2. An obvious, but still quite important, effect shown in the table is that the binding energy for a peak from a given orbital always increases as Z increases. This result would be expected from Coulomb’s law – the more protons in the nucleus, the more strongly the electrons are held in the atom.
3. As an important practical consideration, all of the peak energies listed in the table have binding energies less than 1200 eV. This choice allows the table to be used by analysts using both Al Kα and Mg Kα X-rays, which have energies of 1487 and 1254 eV, respectively. That is, this table is specifically targeted to those doing conventional XPS.
4. The table helps organize our thinking about XPS analysis. That is, one might regularly analyze a subset of the elements by XPS and memorize the best peaks for analyzing each of them without seeing how the preferred peaks for the different elements are related. This periodic table shows that the peaks that are most often used for XPS analysis are not randomly chosen among the possible signals produced by the atoms.
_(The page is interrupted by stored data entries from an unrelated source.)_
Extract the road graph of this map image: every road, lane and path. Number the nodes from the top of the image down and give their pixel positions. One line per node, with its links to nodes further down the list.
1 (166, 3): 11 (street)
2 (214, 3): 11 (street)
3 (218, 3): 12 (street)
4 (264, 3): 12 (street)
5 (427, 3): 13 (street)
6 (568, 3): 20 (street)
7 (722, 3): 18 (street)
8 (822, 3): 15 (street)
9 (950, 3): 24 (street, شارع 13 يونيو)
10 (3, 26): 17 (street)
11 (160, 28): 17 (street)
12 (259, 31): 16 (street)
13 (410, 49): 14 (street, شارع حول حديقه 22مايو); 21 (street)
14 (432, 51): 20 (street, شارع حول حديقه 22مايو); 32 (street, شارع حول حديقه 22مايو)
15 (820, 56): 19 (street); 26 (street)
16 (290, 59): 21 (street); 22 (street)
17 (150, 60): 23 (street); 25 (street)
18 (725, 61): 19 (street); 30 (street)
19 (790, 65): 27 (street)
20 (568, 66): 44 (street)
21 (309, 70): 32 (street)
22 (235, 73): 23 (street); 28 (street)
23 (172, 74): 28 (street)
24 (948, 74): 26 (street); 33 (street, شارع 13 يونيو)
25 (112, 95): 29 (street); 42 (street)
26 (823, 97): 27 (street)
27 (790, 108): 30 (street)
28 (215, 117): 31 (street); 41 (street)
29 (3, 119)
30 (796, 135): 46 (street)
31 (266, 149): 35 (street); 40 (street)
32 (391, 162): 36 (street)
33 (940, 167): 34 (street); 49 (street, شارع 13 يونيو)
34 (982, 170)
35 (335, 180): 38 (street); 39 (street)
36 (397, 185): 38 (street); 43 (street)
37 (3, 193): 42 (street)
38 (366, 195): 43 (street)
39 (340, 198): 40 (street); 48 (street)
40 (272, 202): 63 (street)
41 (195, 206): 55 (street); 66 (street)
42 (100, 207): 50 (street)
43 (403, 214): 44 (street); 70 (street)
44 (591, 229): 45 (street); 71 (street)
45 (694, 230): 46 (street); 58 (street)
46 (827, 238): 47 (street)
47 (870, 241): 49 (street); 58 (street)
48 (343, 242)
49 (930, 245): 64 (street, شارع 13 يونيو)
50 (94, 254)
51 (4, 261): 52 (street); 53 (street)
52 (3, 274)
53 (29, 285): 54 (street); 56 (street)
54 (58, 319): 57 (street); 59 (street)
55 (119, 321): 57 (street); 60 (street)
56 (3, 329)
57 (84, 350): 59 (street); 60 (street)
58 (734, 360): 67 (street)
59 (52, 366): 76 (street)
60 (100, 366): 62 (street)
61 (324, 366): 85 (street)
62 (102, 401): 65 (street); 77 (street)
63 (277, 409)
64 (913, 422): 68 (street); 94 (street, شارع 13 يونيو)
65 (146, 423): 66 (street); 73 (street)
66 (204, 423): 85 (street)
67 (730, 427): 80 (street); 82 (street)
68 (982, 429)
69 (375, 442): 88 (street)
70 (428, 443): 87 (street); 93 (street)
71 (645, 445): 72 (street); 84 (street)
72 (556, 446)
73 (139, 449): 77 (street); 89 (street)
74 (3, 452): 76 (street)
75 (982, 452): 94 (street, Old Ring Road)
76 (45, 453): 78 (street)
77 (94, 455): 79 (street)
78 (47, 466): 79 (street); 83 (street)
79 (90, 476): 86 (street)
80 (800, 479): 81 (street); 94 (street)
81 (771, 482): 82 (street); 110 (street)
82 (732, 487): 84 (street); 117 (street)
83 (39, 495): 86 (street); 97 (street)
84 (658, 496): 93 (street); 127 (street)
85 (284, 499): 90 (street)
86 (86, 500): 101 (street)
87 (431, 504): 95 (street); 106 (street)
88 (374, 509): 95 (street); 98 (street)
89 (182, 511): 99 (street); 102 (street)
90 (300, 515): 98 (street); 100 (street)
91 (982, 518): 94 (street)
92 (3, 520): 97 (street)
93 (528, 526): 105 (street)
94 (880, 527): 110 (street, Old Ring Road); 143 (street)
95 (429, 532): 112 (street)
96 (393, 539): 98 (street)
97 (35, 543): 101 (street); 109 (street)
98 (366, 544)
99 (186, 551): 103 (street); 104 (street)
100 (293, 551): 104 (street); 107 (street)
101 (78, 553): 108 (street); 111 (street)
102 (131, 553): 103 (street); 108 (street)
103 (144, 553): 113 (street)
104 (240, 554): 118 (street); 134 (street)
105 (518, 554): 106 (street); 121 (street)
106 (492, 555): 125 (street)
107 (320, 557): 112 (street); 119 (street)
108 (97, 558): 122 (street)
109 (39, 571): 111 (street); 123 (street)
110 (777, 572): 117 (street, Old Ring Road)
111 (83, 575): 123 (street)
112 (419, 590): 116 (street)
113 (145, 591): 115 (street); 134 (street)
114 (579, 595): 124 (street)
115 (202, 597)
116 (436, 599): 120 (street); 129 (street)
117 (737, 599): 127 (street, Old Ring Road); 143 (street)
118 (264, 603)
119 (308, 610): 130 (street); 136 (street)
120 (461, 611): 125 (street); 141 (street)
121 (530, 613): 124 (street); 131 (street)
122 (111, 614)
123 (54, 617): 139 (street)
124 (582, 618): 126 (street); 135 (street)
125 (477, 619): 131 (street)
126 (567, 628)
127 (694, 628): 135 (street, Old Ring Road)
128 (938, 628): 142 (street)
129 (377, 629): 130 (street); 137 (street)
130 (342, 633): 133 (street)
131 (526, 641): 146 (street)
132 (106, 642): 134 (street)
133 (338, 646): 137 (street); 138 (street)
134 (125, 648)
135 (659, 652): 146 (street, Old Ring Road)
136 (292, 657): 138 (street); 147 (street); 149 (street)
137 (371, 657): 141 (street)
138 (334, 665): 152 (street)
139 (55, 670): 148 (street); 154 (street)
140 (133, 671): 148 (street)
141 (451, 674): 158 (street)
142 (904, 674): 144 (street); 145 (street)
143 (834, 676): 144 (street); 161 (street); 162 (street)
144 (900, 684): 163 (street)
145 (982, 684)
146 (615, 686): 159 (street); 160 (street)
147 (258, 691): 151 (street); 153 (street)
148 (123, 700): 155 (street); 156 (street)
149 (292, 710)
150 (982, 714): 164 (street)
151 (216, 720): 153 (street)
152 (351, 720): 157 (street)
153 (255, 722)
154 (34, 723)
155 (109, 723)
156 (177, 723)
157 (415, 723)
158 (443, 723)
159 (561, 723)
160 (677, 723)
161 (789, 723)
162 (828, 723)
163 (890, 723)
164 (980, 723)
Indeed, elements with about the same Z value generally have the same recommended/preferred peak. For example, beginning with lithium, which is the first element that gives an XPS signal, the 1s orbital produces the best signal for analyzing all of the subsequent elements up to Na. Then, from Mg to Si, the 2p orbital peak is preferred. After that, from P to Ga, the 2p3/2 peak is the preferred one, and so on. One of the reasons for the shifts we see here from one orbital to another as Z increases is that at some point, the binding energy of the orbital exceeds the energy of the probing X-ray, so a different orbital has to be considered.
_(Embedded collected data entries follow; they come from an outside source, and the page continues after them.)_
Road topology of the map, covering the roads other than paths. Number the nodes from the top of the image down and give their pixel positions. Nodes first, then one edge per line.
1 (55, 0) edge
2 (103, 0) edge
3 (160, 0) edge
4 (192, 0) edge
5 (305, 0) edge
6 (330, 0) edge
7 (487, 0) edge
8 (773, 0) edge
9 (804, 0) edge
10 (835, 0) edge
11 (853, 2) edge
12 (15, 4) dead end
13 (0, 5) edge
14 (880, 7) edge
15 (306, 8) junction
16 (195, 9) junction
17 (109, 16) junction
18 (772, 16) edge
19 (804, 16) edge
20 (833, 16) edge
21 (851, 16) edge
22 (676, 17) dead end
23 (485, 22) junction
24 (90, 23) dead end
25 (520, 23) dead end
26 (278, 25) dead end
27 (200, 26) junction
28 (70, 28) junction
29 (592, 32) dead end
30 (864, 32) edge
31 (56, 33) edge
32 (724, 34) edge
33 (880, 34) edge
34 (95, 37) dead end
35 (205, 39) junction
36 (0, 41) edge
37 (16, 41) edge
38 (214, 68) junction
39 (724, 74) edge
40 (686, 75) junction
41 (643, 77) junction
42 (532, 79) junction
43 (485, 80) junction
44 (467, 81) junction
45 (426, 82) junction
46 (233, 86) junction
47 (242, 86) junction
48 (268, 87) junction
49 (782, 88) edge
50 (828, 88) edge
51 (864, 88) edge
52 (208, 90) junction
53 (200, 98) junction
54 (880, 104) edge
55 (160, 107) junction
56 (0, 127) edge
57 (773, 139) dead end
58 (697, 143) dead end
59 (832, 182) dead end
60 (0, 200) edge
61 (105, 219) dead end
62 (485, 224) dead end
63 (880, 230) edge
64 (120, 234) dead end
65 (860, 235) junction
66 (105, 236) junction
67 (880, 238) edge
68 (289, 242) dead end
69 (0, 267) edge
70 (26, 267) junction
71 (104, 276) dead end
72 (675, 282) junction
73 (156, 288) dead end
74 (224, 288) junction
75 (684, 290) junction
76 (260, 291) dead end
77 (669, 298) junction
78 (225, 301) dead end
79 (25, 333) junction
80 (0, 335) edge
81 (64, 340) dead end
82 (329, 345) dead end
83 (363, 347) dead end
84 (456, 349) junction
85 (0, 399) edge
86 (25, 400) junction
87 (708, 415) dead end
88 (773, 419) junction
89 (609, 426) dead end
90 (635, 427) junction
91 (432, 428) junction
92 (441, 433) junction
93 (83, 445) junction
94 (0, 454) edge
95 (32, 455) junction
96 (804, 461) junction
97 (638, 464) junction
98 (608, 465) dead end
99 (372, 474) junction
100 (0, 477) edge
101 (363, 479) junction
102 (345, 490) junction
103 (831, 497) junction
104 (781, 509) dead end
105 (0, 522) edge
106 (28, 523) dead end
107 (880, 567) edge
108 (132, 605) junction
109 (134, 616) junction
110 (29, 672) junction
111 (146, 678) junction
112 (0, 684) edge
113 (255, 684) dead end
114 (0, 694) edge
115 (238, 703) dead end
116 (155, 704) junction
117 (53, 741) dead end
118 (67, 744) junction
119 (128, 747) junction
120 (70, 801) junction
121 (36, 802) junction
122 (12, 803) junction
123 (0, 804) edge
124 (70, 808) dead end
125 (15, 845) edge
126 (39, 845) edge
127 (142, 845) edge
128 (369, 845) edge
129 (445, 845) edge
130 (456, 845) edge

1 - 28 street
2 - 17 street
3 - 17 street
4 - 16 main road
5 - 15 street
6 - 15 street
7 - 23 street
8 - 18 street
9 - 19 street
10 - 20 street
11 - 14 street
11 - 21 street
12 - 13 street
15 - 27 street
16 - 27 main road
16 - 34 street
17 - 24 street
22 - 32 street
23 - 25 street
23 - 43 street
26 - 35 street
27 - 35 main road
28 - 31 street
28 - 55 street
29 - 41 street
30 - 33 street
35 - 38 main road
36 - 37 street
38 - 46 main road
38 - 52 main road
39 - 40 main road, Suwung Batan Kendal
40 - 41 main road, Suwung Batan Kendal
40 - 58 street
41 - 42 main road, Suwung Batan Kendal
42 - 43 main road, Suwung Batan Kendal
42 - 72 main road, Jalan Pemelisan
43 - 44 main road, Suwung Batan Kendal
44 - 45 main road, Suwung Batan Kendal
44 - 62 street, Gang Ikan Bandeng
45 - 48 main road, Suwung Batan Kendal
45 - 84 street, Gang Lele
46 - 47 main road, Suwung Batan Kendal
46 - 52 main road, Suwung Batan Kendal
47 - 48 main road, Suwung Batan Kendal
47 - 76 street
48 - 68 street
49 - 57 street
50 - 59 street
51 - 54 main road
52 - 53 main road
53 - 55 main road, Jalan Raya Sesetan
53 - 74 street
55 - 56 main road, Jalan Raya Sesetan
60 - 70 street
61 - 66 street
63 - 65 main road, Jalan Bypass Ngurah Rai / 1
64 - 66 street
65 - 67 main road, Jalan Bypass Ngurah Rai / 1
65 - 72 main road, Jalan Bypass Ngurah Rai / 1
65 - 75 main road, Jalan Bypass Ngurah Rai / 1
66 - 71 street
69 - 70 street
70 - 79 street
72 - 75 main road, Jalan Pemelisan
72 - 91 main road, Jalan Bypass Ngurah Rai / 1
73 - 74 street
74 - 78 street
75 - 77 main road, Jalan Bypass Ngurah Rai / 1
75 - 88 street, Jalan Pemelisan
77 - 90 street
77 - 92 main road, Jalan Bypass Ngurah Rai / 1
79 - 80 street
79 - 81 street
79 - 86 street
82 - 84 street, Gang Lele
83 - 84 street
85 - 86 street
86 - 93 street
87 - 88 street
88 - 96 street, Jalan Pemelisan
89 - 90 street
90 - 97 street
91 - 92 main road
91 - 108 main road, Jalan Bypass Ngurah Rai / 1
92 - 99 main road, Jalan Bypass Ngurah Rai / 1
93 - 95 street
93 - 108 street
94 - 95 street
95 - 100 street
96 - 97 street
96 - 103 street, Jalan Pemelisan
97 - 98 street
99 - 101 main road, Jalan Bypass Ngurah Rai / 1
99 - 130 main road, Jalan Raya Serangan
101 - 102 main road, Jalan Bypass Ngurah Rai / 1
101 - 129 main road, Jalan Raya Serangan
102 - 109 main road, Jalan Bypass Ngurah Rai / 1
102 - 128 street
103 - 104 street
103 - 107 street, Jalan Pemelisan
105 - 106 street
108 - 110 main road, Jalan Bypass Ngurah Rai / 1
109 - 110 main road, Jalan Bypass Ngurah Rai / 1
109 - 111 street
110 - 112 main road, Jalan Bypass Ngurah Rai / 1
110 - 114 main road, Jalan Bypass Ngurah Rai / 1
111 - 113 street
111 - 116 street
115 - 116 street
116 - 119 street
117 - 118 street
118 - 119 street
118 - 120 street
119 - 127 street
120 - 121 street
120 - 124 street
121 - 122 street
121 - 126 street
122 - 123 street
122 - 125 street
5. We emphasize that the table lists ‘nominal’ binding energies, not exact ones. Clearly, it would not be possible for the table to list the exact positions of the peaks one may find in one’s XPS analysis because (i) elements in XPS undergo chemical shifts in response to the chemical environments they are in, and (ii) insulating samples often require charge compensation, which, in practice, can move peaks to higher or lower binding energies by a few eV.
6. As a follow up to the previous comment, we note that even though the table gives the best peak for an element for an analysis, e.g., for quantitative work, this does not mean that one should ignore the other peaks from that element in the spectrum. It is always a good idea to confirm the presence of an element in an analysis by making sure that the multiple signals expected from it are present in about the ratios expected for them.7
7. The recommended peak for some of the elements is an entire orbital that undergoes spin-orbit splitting, e.g., the recommended orbital for silicon is the 2p orbital, while for other elements the recommended peak is one of the two spin-orbit peaks, e.g., for the element after silicon, phosphorus, the recommended peak is the 2p3/2 signal. These recommendations are simply based on the energy difference between the spin-orbit peaks for a given element – when there is a large energy difference between the spin-orbit components, only one of them is listed, but when the peaks are too close to resolve well, the pair of them is recommended. For example, the recommended signal for Mg is the 2p peak, which only has a separation of 0.28 eV between its 2p3/2 and 2p1/2 components – these two peaks will show significant overlap by conventional XPS. Similarly, the 2p peak is recommended for Al, which has closely spaced spin-orbit components (0.44 eV energy difference), and the 3d peak is recommended for Ge (0.58 eV difference between its spin-orbit components).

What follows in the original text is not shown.